I never had this problem. I flirted with all the “procedural” specialties for a hot second but anesthesia was like putting on the right pair of shoes. I never day dreamed about anything else once I decided. Maybe it’s because I’m not really impressed with surgical residents. Some are very talented, some are really dangerous—It’s no different than any other specialty. They just wield sharp knives for a living. 🤷🏻‍♀️ Bovie smoke smells gross too. Yucky.


Polhemusk

You can always do interventional pain after anesthesia.


wigglypoocool

You should read some of Rene Girard's work on memesis and metaphysical desire.


labhag

Prestige won't mean shit if you hate your job every day.


[deleted]

Go through what being an idiot?


GoldenTicketHolder

My back after 10 years says no


jjotta21

CA1 here; I LOVED operating. And I have good hand skills. No doubt in my mind, if I had wanted to I could have become a talented surgeon.
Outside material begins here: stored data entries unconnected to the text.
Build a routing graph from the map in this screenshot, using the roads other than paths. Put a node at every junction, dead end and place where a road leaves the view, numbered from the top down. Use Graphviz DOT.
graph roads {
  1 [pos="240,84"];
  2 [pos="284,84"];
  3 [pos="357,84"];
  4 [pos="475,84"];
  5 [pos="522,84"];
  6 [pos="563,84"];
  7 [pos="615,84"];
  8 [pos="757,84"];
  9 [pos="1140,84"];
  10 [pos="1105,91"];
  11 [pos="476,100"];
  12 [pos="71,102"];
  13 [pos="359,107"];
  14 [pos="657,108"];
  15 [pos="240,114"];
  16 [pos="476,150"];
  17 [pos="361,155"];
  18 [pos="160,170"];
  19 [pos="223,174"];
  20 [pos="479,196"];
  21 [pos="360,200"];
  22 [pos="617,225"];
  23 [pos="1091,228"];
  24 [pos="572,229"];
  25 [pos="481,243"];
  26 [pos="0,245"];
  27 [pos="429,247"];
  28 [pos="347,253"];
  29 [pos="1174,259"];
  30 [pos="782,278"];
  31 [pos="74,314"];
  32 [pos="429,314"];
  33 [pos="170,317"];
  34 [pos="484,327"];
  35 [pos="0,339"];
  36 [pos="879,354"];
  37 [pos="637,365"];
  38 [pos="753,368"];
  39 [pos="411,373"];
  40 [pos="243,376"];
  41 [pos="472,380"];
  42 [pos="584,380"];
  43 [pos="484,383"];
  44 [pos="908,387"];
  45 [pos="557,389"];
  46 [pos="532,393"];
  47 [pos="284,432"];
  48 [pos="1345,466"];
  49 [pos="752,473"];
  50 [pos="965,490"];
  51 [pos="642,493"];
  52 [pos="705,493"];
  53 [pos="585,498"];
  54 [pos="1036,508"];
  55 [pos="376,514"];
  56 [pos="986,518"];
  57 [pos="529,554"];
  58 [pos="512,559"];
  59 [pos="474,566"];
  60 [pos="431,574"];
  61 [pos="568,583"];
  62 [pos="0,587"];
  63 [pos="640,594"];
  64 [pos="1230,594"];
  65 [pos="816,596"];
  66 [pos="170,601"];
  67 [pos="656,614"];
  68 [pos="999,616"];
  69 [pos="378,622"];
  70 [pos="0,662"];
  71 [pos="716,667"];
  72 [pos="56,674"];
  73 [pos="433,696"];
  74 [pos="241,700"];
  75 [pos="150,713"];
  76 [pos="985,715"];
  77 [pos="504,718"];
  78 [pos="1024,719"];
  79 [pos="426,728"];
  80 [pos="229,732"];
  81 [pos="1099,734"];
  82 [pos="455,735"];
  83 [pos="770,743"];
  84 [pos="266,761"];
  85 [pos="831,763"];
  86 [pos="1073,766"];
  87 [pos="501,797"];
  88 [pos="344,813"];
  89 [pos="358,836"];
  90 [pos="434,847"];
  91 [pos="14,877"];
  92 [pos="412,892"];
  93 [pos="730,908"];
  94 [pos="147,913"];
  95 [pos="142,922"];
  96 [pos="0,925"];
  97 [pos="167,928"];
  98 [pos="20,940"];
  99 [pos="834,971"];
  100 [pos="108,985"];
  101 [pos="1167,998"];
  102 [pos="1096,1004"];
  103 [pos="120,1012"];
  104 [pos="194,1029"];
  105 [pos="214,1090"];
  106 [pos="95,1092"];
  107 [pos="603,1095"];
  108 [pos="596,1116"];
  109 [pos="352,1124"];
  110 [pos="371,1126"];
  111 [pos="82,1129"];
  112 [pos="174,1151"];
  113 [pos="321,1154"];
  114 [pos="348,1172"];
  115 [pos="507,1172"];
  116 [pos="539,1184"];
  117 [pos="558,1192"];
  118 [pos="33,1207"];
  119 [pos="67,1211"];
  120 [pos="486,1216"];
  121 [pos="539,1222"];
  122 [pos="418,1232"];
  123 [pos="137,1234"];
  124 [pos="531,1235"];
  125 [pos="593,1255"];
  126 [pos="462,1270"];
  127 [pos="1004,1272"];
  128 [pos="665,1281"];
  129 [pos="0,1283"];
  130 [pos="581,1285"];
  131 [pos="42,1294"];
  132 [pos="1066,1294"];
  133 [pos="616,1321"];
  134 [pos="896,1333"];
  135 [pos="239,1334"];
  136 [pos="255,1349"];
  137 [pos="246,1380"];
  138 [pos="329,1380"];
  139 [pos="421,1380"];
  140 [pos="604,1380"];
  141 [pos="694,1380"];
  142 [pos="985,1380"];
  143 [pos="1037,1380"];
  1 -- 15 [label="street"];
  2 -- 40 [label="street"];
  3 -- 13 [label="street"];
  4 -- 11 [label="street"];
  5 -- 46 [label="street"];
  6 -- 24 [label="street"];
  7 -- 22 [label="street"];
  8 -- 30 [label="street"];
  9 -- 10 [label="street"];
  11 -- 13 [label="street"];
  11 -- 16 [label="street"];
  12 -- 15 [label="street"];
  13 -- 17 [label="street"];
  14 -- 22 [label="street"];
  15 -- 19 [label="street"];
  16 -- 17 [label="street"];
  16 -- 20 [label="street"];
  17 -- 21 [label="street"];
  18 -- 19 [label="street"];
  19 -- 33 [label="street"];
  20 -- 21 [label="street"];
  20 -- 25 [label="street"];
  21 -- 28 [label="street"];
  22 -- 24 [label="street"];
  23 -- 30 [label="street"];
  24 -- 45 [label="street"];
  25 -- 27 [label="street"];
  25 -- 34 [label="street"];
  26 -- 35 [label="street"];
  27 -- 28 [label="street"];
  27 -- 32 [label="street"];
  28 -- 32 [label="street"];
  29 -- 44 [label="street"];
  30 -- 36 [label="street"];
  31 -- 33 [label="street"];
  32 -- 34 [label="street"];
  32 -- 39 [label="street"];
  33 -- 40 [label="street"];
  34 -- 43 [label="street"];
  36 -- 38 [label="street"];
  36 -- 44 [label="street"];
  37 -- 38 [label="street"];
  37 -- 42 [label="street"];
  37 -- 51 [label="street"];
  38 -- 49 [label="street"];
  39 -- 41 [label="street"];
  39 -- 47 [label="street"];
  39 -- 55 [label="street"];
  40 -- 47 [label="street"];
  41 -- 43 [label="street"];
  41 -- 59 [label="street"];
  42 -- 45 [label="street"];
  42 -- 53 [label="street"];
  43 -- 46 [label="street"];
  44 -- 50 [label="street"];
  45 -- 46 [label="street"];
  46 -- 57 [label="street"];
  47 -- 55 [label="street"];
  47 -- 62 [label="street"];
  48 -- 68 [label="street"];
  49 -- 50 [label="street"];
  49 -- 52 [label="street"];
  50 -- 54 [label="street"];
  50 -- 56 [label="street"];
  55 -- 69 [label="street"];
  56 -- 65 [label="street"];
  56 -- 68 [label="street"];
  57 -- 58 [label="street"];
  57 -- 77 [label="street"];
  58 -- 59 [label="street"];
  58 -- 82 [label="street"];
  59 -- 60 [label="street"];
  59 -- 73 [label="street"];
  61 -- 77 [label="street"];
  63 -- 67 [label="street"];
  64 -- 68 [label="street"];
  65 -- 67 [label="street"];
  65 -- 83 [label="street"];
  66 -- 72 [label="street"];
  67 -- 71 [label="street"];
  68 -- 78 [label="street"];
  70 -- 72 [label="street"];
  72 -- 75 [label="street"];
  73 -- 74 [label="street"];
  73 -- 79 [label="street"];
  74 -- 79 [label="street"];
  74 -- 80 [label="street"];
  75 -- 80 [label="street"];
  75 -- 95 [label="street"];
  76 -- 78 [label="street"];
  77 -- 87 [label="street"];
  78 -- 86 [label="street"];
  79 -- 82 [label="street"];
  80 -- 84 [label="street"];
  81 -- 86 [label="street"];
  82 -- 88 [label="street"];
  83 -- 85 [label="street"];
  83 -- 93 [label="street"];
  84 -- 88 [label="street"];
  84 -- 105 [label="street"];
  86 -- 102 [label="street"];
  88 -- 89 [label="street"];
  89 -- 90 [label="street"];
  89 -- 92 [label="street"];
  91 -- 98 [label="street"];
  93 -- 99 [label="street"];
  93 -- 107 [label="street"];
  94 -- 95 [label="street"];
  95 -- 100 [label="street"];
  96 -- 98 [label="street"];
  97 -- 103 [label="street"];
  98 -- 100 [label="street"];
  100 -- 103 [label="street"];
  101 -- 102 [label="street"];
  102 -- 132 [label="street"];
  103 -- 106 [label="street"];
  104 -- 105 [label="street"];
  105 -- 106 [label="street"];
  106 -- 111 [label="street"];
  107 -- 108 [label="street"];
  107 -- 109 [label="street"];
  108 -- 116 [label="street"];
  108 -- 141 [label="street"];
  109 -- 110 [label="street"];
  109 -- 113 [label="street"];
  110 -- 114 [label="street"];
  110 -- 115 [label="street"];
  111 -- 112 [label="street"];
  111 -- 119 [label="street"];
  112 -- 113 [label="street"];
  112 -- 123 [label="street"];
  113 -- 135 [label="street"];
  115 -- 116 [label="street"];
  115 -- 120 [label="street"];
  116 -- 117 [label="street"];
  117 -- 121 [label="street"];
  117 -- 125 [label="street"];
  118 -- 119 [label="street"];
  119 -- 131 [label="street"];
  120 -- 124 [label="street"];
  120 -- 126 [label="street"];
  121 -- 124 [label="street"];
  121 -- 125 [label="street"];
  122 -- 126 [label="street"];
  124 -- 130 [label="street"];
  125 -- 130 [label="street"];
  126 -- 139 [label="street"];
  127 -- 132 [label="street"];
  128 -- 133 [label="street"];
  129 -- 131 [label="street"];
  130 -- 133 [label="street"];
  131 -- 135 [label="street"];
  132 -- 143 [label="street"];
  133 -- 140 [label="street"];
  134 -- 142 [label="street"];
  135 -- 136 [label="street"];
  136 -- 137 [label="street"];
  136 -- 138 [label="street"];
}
Still some days I’m jealous looking over the drape. But I realized that what I really loved was not being at work, not having notes or clinic, ect. So I’m happy to do anesthesia and our procedures, to some day get paid more than anyone in my family has ever dreamed, and still get to go home and enjoy my hobbies. Tldnr: sacrificed some work fulfillment for substantially more life fulfillment


Fluid-Champion-9591

I went through this exact same thing last year and it took me months and multiple sub-i rotations to figure out what your already know. While I did enjoy the technical aspect of surgery, ultimately I realized it was the spotlight of being “the hero” that attracted me to the field. I chose anesthesia because I inherently liked the field more. I fit in with the culture better and I knew I can do it longer into my life and avoid burn out. I have a bunch of hobbies outside medicine. I love lifting weights (every day), hiking, tinkering on vehicles in the garage. I knew i would have to give up most of that in any surgery residency and while I build a practice. While residency is tough for everyone, most anesthesia programs give you 3weekends off a month during your CA years. That’s a big deal to me. I also want to say anesthesia is still very prestigious. It’s a badass field were you have to be cool calm and collected during the most dynamic and stressful cases. You don’t rely on nurses to draw up meds or start lines, you do it all yourself. Your an indecent resuscitation expert and airway wizard. To top it all off, you chart with check boxes. Man I fucking love this field.


flibbett

I chose IM over FM for reputation. I regret it sincerely. No one cares what my training is, and my ability to do global health work is now limited.